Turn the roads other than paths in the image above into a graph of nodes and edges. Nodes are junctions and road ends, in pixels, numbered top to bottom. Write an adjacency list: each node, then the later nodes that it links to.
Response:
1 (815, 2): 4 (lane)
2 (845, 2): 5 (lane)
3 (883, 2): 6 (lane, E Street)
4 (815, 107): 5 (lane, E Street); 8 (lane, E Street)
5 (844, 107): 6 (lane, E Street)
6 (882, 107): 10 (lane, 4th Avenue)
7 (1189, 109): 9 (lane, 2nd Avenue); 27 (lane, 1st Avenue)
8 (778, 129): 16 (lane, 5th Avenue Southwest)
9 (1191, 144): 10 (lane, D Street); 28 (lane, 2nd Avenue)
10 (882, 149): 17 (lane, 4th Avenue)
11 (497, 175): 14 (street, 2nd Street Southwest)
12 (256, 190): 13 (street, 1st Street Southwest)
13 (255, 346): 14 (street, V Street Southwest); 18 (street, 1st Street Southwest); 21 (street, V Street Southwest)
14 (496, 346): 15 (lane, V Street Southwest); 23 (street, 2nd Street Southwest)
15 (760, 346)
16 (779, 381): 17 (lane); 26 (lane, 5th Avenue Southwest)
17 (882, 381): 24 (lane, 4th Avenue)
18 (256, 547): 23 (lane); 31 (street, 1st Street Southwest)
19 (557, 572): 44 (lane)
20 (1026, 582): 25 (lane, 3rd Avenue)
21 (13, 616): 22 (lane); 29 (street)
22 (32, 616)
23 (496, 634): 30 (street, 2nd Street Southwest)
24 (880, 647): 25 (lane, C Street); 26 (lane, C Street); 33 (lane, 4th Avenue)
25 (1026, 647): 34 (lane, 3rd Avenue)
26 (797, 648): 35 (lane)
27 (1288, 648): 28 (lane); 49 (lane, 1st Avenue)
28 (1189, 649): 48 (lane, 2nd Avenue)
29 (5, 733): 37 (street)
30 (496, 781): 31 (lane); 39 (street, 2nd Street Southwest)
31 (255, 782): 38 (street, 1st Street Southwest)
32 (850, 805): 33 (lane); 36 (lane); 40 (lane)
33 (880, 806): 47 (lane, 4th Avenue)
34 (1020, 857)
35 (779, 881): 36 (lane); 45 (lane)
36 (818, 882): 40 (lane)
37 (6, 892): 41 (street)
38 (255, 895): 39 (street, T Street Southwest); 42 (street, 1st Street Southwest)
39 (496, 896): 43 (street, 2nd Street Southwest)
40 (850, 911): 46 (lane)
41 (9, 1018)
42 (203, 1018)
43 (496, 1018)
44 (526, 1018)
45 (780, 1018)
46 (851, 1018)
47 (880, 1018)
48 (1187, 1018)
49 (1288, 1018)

---

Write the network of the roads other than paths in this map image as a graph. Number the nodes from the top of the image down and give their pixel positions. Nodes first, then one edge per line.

What this task involves:
What the answer needs is every line from the data above with "Nodes" in it.

Response box:
Turn the roads other than paths in the image above into a graph of nodes and edges. Nodes are junctions and road ends, in pixels, numbered top to bottom. Write an adjacency list: each node, then the later nodes that it links to.
Write the network of the roads other than paths in this map image as a graph. Number the nodes from the top of the image down and give their pixel positions. Nodes first, then one edge per line.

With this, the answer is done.